■ **PROMPT**: Gather, from the data below, each line in which the word "roads" occurs.

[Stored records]
=== Section Start ===

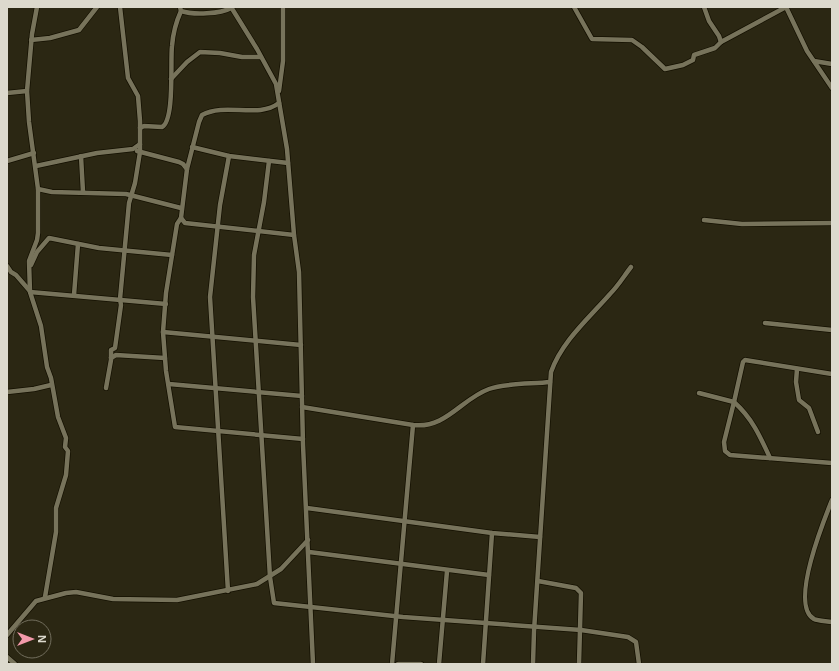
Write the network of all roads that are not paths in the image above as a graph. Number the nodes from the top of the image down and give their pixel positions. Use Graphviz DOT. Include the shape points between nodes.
graph roads {
  1 [pos="37,7"];
  2 [pos="97,7"];
  3 [pos="120,7"];
  4 [pos="231,7"];
  5 [pos="283,7"];
  6 [pos="574,7"];
  7 [pos="704,7"];
  8 [pos="786,7"];
  9 [pos="181,9"];
  10 [pos="31,40"];
  11 [pos="721,42"];
  12 [pos="261,57"];
  13 [pos="814,61"];
  14 [pos="832,64"];
  15 [pos="830,78"];
  16 [pos="171,79"];
  17 [pos="832,88"];
  18 [pos="27,91"];
  19 [pos="7,93"];
  20 [pos="278,93"];
  21 [pos="279,102"];
  22 [pos="140,128"];
  23 [pos="140,144"];
  24 [pos="192,147"];
  25 [pos="133,149"];
  26 [pos="140,152"];
  27 [pos="34,153"];
  28 [pos="81,156"];
  29 [pos="229,156"];
  30 [pos="7,161"];
  31 [pos="269,161"];
  32 [pos="288,163"];
  33 [pos="36,166"];
  34 [pos="187,169"];
  35 [pos="38,189"];
  36 [pos="83,192"];
  37 [pos="132,195"];
  38 [pos="181,208"];
  39 [pos="181,218"];
  40 [pos="704,220"];
  41 [pos="832,223"];
  42 [pos="218,226"];
  43 [pos="258,231"];
  44 [pos="294,235"];
  45 [pos="78,244"];
  46 [pos="126,251"];
  47 [pos="172,255"];
  48 [pos="7,266"];
  49 [pos="631,267"];
  50 [pos="30,292"];
  51 [pos="74,295"];
  52 [pos="120,299"];
  53 [pos="166,304"];
  54 [pos="765,323"];
  55 [pos="832,330"];
  56 [pos="163,332"];
  57 [pos="212,337"];
  58 [pos="255,341"];
  59 [pos="301,345"];
  60 [pos="112,358"];
  61 [pos="165,358"];
  62 [pos="797,369"];
  63 [pos="832,374"];
  64 [pos="550,382"];
  65 [pos="169,384"];
  66 [pos="51,385"];
  67 [pos="215,387"];
  68 [pos="106,388"];
  69 [pos="7,392"];
  70 [pos="259,392"];
  71 [pos="699,394"];
  72 [pos="302,396"];
  73 [pos="734,402"];
  74 [pos="302,407"];
  75 [pos="413,425"];
  76 [pos="218,432"];
  77 [pos="818,432"];
  78 [pos="262,436"];
  79 [pos="303,439"];
  80 [pos="770,458"];
  81 [pos="832,463"];
  82 [pos="832,500"];
  83 [pos="307,508"];
  84 [pos="405,520"];
  85 [pos="492,533"];
  86 [pos="540,537"];
  87 [pos="308,540"];
  88 [pos="309,552"];
  89 [pos="400,564"];
  90 [pos="447,570"];
  91 [pos="489,575"];
  92 [pos="270,577"];
  93 [pos="538,581"];
  94 [pos="228,591"];
  95 [pos="45,597"];
  96 [pos="312,608"];
  97 [pos="397,616"];
  98 [pos="442,620"];
  99 [pos="832,622"];
  100 [pos="486,623"];
  101 [pos="534,627"];
  102 [pos="581,630"];
  103 [pos="7,635"];
  104 [pos="7,656"];
  105 [pos="15,664"];
  106 [pos="314,664"];
  107 [pos="392,664"];
  108 [pos="398,664"];
  109 [pos="421,664"];
  110 [pos="439,664"];
  111 [pos="483,664"];
  112 [pos="533,664"];
  113 [pos="579,664"];
  114 [pos="639,664"];
  1 -- 10 [label="street"];
  2 -- 10 [label="street" via="79,30"];
  3 -- 22 [label="street" via="128,78 139,102"];
  4 -- 9 [label="street" via="221,12 185,12"];
  4 -- 12 [label="street"];
  5 -- 20 [label="street" via="283,61"];
  6 -- 11 [label="street" via="592,39 632,40 664,69 688,63 693,60 694,55 715,48"];
  7 -- 11 [label="street"];
  8 -- 11 [label="street"];
  8 -- 13 [label="street"];
  9 -- 16 [label="street" via="175,27"];
  10 -- 18 [label="street"];
  12 -- 16 [label="street" via="200,52"];
  12 -- 20 [label="street" via="276,84"];
  13 -- 14 [label="street"];
  13 -- 15 [label="street"];
  15 -- 17 [label="street"];
  16 -- 22 [label="street" via="167,123 162,127"];
  18 -- 19 [label="street"];
  18 -- 27 [label="street"];
  20 -- 21 [label="street"];
  21 -- 24 [label="street" via="266,109 235,109 202,115"];
  21 -- 32 [label="street"];
  22 -- 23 [label="street"];
  23 -- 25 [label="street"];
  23 -- 26 [label="street"];
  24 -- 29 [label="street"];
  24 -- 34 [label="street"];
  25 -- 26 [label="street"];
  25 -- 28 [label="street"];
  26 -- 34 [label="street" via="179,162"];
  26 -- 37 [label="street"];
  27 -- 30 [label="street"];
  27 -- 33 [label="street"];
  28 -- 33 [label="street"];
  28 -- 36 [label="street"];
  29 -- 31 [label="street"];
  29 -- 42 [label="street"];
  31 -- 32 [label="street"];
  31 -- 43 [label="street"];
  32 -- 44 [label="street"];
  33 -- 35 [label="street"];
  34 -- 38 [label="street"];
  35 -- 36 [label="street" via="46,192"];
  35 -- 50 [label="street" via="37,240 30,255 28,269"];
  36 -- 37 [label="street"];
  37 -- 38 [label="street"];
  37 -- 46 [label="street" via="129,203"];
  38 -- 39 [label="street"];
  39 -- 42 [label="street" via="185,223"];
  39 -- 47 [label="street" via="177,224"];
  40 -- 41 [label="street" via="742,224"];
  42 -- 43 [label="street"];
  42 -- 57 [label="street" via="210,289"];
  43 -- 44 [label="street"];
  43 -- 58 [label="street" via="253,282"];
  44 -- 59 [label="street" via="299,272"];
  45 -- 46 [label="street"];
  45 -- 50 [label="street" via="52,238 46,240 33,258"];
  45 -- 51 [label="street"];
  46 -- 47 [label="street"];
  46 -- 52 [label="street"];
  47 -- 53 [label="street"];
  48 -- 50 [label="street"];
  49 -- 64 [label="street" via="611,294 588,316 556,359"];
  50 -- 51 [label="street"];
  50 -- 66 [label="street" via="41,326"];
  51 -- 52 [label="street"];
  52 -- 53 [label="street"];
  52 -- 60 [label="street" via="115,346 111,350"];
  53 -- 56 [label="street"];
  54 -- 55 [label="street"];
  56 -- 57 [label="street"];
  56 -- 61 [label="street"];
  57 -- 58 [label="street"];
  57 -- 67 [label="street"];
  58 -- 59 [label="street"];
  58 -- 70 [label="street"];
  59 -- 72 [label="street"];
  60 -- 61 [label="street" via="116,355"];
  60 -- 68 [label="street"];
  61 -- 65 [label="street"];
  62 -- 63 [label="street"];
  62 -- 73 [label="street" via="745,360"];
  62 -- 77 [label="street" via="799,400 809,408"];
  64 -- 75 [label="street" via="491,388 432,425"];
  64 -- 86 [label="street"];
  65 -- 67 [label="street"];
  65 -- 76 [label="street" via="176,428"];
  66 -- 69 [label="street"];
  66 -- 95 [label="street" via="66,438 65,448 68,451 66,475 56,508 56,532"];
  67 -- 70 [label="street"];
  67 -- 76 [label="street"];
  70 -- 72 [label="street"];
  70 -- 78 [label="street"];
  71 -- 73 [label="street"];
  72 -- 74 [label="street"];
  73 -- 80 [label="street" via="756,427"];
  73 -- 80 [label="street" via="724,442 725,451 730,455"];
  74 -- 75 [label="street"];
  74 -- 79 [label="street"];
  75 -- 84 [label="street"];
  76 -- 78 [label="street"];
  76 -- 94 [label="street"];
  78 -- 79 [label="street"];
  78 -- 92 [label="street"];
  79 -- 83 [label="street"];
  80 -- 81 [label="street"];
  82 -- 99 [label="street" via="812,556 806,584 808,614 815,619"];
  83 -- 84 [label="street"];
  83 -- 87 [label="street"];
  84 -- 85 [label="street"];
  84 -- 89 [label="street"];
  85 -- 86 [label="street"];
  85 -- 91 [label="street"];
  86 -- 93 [label="street"];
  87 -- 88 [label="street"];
  87 -- 92 [label="street"];
  88 -- 89 [label="street"];
  88 -- 96 [label="street"];
  89 -- 90 [label="street"];
  89 -- 97 [label="street"];
  90 -- 91 [label="street"];
  90 -- 98 [label="street"];
  91 -- 100 [label="street"];
  92 -- 94 [label="street" via="257,584"];
  92 -- 96 [label="street" via="274,603"];
  93 -- 101 [label="street"];
  93 -- 102 [label="street" via="579,590"];
  94 -- 95 [label="street" via="176,600 112,599 76,592"];
  95 -- 103 [label="street" via="31,605"];
  96 -- 97 [label="street"];
  96 -- 106 [label="street"];
  97 -- 98 [label="street"];
  97 -- 107 [label="street"];
  98 -- 100 [label="street"];
  98 -- 110 [label="street"];
  100 -- 101 [label="street"];
  100 -- 111 [label="street"];
  101 -- 102 [label="street"];
  101 -- 112 [label="street"];
  102 -- 113 [label="street"];
  102 -- 114 [label="street" via="634,640"];
  104 -- 105 [label="street"];
  108 -- 109 [label="street"];
}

=== Section End ===

■ **RESULT**:
Write the network of all roads that are not paths in the image above as a graph. Number the nodes from the top of the image down and give their pixel positions. Use Graphviz DOT. Include the shape points between nodes.
graph roads {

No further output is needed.